* [Your goal]: What's needed is the listing below, repeated word for word with no pictures.
Start of Entries provided
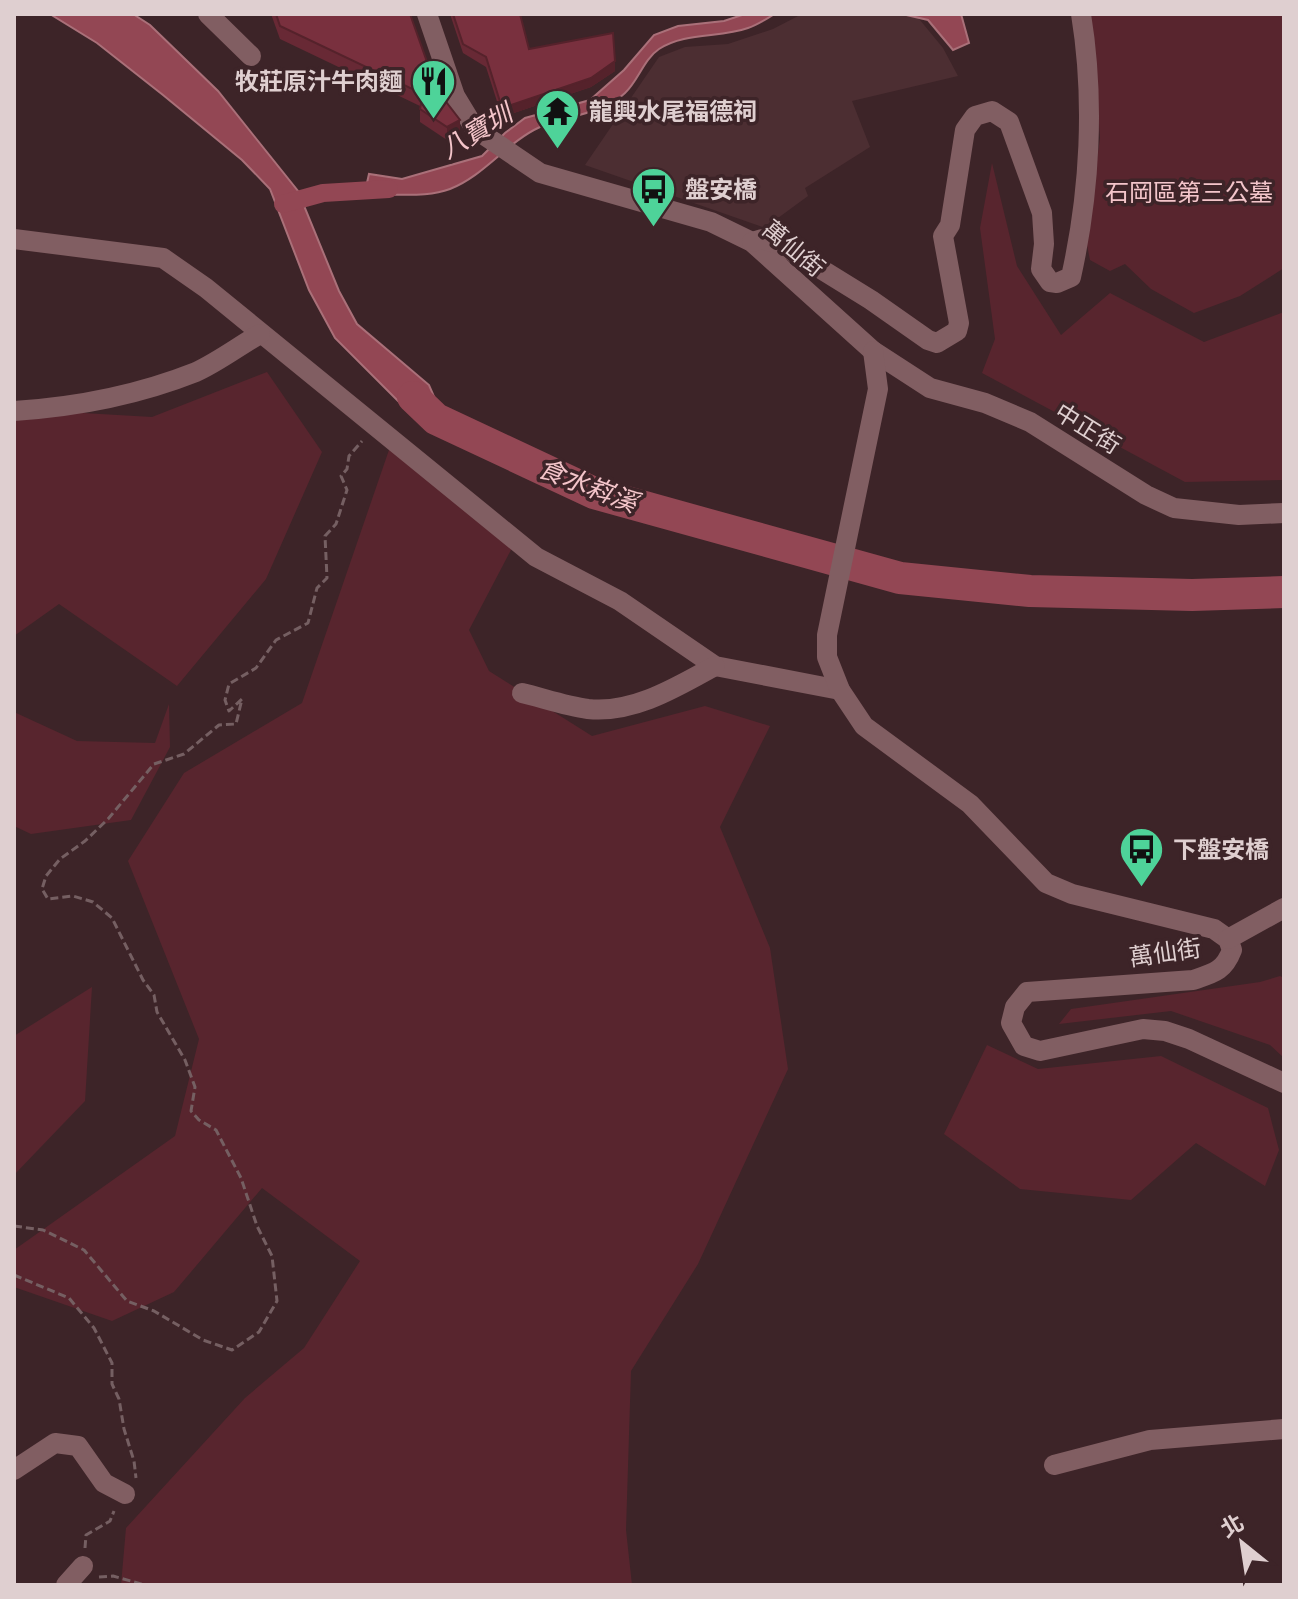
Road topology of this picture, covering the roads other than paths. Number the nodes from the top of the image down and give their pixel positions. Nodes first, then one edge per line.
1 (208, 14) edge
2 (427, 14) edge
3 (1081, 14) edge
4 (251, 56) dead end
5 (14, 239) edge
6 (752, 242) junction
7 (260, 334) junction
8 (873, 351) junction
9 (14, 411) edge
10 (1284, 513) edge
11 (715, 666) junction
12 (840, 690) junction
13 (522, 693) dead end
14 (1284, 908) edge
15 (1228, 939) junction
16 (1284, 1083) edge
17 (1284, 1429) edge
18 (1054, 1465) dead end
19 (14, 1470) edge
20 (125, 1494) road end
21 (83, 1566) road end
22 (66, 1585) edge

1 - 4 street
2 - 6 street, 萬仙街
3 - 6 street
5 - 7 street
6 - 8 street, 萬仙街
7 - 9 street
7 - 11 street
8 - 10 street, 中正街
8 - 12 street, 萬仙街
11 - 12 street
11 - 13 street
12 - 15 street, 萬仙街
14 - 15 street
15 - 16 street, 萬仙街
17 - 18 street
19 - 20 street
21 - 22 street

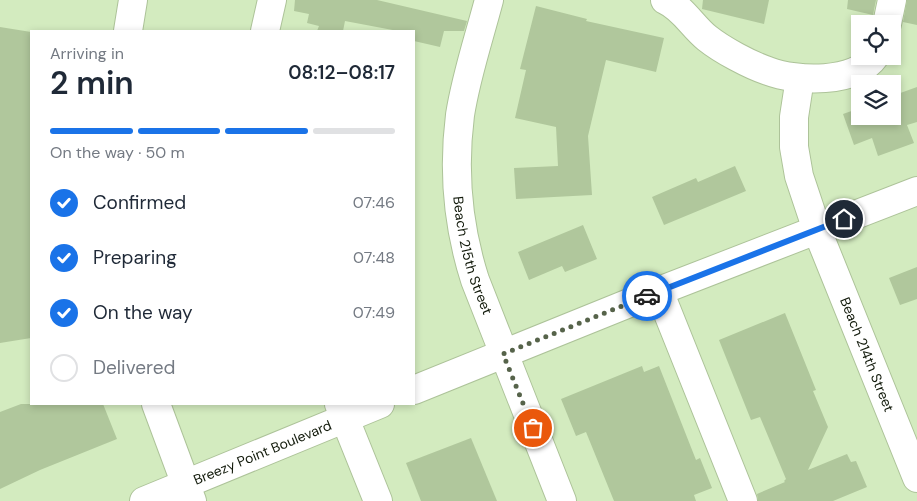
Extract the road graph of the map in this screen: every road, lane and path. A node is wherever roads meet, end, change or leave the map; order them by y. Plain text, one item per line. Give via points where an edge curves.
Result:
End of Entries provided
* [The answer]:
Road topology of this picture, covering the roads other than paths. Number the nodes from the top of the image down and give their pixel positions. Nodes first, then one edge per line.
1 (208, 14) edge
2 (427, 14) edge
3 (1081, 14) edge
4 (251, 56) dead end
5 (14, 239) edge
6 (752, 242) junction
7 (260, 334) junction
8 (873, 351) junction
9 (14, 411) edge
10 (1284, 513) edge
11 (715, 666) junction
12 (840, 690) junction
13 (522, 693) dead end
14 (1284, 908) edge
15 (1228, 939) junction
16 (1284, 1083) edge
17 (1284, 1429) edge
18 (1054, 1465) dead end
19 (14, 1470) edge
20 (125, 1494) road end
21 (83, 1566) road end
22 (66, 1585) edge

1 - 4 street
2 - 6 street, 萬仙街
3 - 6 street
5 - 7 street
6 - 8 street, 萬仙街
7 - 9 street
7 - 11 street
8 - 10 street, 中正街
8 - 12 street, 萬仙街
11 - 12 street
11 - 13 street
12 - 15 street, 萬仙街
14 - 15 street
15 - 16 street, 萬仙街
17 - 18 street
19 - 20 street
21 - 22 street

Extract the road graph of the map in this screen: every road, lane and path. A node is wherever roads meet, end, change or leave the map; order them by y. Plain text, one item per line. Give via points where an edge curves.
Result:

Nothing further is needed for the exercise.